Astronomers and physicists were still speculating about what the rifts were. No doubt studying the data various telescopes had collected would keep the scientists occupied for years to come. However, most people forgot about the rifts soon enough, as people tended to do when something strange departed and the normalcy of everyday life resumed. The Mouthers took off their white sheets and put down their signs. People were ready to go on with their lives. They were ready to hope again.
True, there was the occasional story of someone who had claimed to have seen green forests in the desert and mountains in the middle of the ocean just before the rifts vanished, but those stories were relegated to the tabloids, and were soon replaced by the usual celebrity scandals and UFO sightings.
Once London was back to normal, and a decision to go west was reached—or rather, maybe, a call was heard—there were still arrangements to be made. The flat in Mayfair was sold. Calls were made across the sea, and new accommodations procured with the help of old friends Mitchell and Davis Burke-Favor. Then the day arrived. They flew toward the sunset, then picked up the new truck they had bought (for some reason, it had to be green) and let the mountains call them upward.

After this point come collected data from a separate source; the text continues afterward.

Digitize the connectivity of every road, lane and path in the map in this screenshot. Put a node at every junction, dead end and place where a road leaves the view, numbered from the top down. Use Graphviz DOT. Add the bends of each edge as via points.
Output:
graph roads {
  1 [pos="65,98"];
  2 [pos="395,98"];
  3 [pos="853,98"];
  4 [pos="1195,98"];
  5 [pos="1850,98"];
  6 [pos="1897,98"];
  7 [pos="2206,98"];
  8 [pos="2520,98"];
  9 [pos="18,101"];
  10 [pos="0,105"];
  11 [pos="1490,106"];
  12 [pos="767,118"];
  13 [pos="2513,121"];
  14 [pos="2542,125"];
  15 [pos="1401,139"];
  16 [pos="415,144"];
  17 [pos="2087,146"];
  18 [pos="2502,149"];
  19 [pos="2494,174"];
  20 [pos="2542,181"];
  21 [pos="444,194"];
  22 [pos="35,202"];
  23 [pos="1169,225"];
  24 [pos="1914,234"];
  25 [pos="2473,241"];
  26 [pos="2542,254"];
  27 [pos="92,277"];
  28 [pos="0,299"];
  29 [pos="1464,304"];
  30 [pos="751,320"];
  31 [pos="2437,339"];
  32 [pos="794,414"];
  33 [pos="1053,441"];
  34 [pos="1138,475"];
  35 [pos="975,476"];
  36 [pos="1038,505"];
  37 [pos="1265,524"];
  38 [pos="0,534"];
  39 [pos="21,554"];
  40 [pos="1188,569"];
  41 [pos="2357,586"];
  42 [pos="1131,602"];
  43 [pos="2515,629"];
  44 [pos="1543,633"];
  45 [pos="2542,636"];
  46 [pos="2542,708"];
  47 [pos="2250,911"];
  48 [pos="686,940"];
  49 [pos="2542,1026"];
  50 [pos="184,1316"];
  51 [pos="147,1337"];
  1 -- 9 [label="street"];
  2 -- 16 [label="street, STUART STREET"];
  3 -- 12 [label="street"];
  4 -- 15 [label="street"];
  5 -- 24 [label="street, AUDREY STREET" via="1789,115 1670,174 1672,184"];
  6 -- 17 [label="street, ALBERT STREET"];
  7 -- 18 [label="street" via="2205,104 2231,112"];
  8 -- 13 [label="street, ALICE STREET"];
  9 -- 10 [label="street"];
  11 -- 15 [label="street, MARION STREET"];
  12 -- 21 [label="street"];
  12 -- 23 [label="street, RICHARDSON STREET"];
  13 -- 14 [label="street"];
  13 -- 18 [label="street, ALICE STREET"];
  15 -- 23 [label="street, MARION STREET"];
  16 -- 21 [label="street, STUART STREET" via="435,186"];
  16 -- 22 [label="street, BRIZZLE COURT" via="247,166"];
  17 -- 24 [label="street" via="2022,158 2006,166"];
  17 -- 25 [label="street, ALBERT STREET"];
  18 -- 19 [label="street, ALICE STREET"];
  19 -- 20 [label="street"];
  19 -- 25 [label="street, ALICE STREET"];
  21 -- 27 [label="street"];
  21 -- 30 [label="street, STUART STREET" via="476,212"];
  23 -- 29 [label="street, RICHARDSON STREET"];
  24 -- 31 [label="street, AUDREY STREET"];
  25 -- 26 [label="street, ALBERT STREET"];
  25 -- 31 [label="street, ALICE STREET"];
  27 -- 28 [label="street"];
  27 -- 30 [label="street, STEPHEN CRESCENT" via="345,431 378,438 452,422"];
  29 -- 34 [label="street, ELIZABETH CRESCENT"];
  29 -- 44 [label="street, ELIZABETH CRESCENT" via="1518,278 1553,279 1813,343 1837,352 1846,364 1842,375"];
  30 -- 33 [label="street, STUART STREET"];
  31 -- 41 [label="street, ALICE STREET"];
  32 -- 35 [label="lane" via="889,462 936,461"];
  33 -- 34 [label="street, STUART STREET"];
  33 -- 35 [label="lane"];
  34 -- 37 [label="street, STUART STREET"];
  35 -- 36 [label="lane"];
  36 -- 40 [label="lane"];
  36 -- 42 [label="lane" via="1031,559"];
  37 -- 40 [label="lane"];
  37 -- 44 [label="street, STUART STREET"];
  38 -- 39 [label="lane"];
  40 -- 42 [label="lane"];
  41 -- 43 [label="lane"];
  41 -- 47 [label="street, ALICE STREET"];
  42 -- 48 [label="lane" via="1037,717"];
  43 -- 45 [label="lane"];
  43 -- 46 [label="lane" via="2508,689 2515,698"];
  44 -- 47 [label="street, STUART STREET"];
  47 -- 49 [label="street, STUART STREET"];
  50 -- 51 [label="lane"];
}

Now the wind swirled, kicking up a dust devil right where the main pole of the big top would have stood.
“What do you think happened to them?” Grace said, glad for her thick sweater. Clouds scudded past the tops of the mountains. “To Cy and Mirrim and Samanda, I mean?”
“I think they went back to Eldh when the rune of sky was broken,” Travis said, his breath ghosting on the air. “I think they returned to the Twilight Realm with the other Old Gods.”
Grace nodded. She believed the same. “I’m glad we stopped here. I just wanted to say thanks to Cy, and to the others. We never would have gone to Eldh without them.”
Travis glanced at Beltan. “A lot of things wouldn’t have happened without them.”
Beltan gave him a solemn look. Then, suddenly, the blond man grinned.
“Can we head into Castle City now? I want to see the new house. And I’m getting hungry.” He picked up the girl. “How about you, Nim? Are you hungry?”
“Yes!” she said, clapping her hands.
“That’s my daughter. Get in the truck, then.”
Beltan urged her on with a gentle push. She ran toward the pickup. Beltan gave Travis a quick kiss, then hurried after the girl. Grace sighed, watching the two run, the girl taking three strides for every one of the blond man’s.
“He’s a wonderful father,” she said. “Nim is lucky.”
“So am I,” Travis said. “I love him so much sometimes I almost can’t believe it’s possible.”
She smiled at him. “But it is.”
His gray eyes were thoughtful. “What about you, Grace? Will you ever find someone to love?”
Grace breathed in the cold air. On the journey through the desert, she had discovered she didn’t love Hadrian Farr. But in learning that, she had learned she couldlove. And she did. She looked at Travis, then let her gaze follow Beltan and Nim. Despite the chill, a warmth filled her.
“I already have found someone,” she murmured. “Some-ones.”
Travis watched her a moment, then he nodded. “So you have,” he said. “So you have.”
They walked back to the pickup, following Beltan and Nim. It was only after a moment that Grace realized Travis was singing in a low voice.
“We live our lives a circle,
And wander where we can.
Then after fire and wonder
We end where we began. . . .”
A chill gust caught the words, carrying them away. The four of them reached the truck. Grace climbed in and Nim scrambled onto her lap. Beltan slid behind the wheel, and Travis closed the passenger door. In the valley below, a collection of lights twinkled in the deepening dusk.
“All right, Beltan,” Travis said. “Take us home.”
The pickup pulled onto the highway, and the wind rattled through the witchgrass, blowing away across the mountains to places unknown.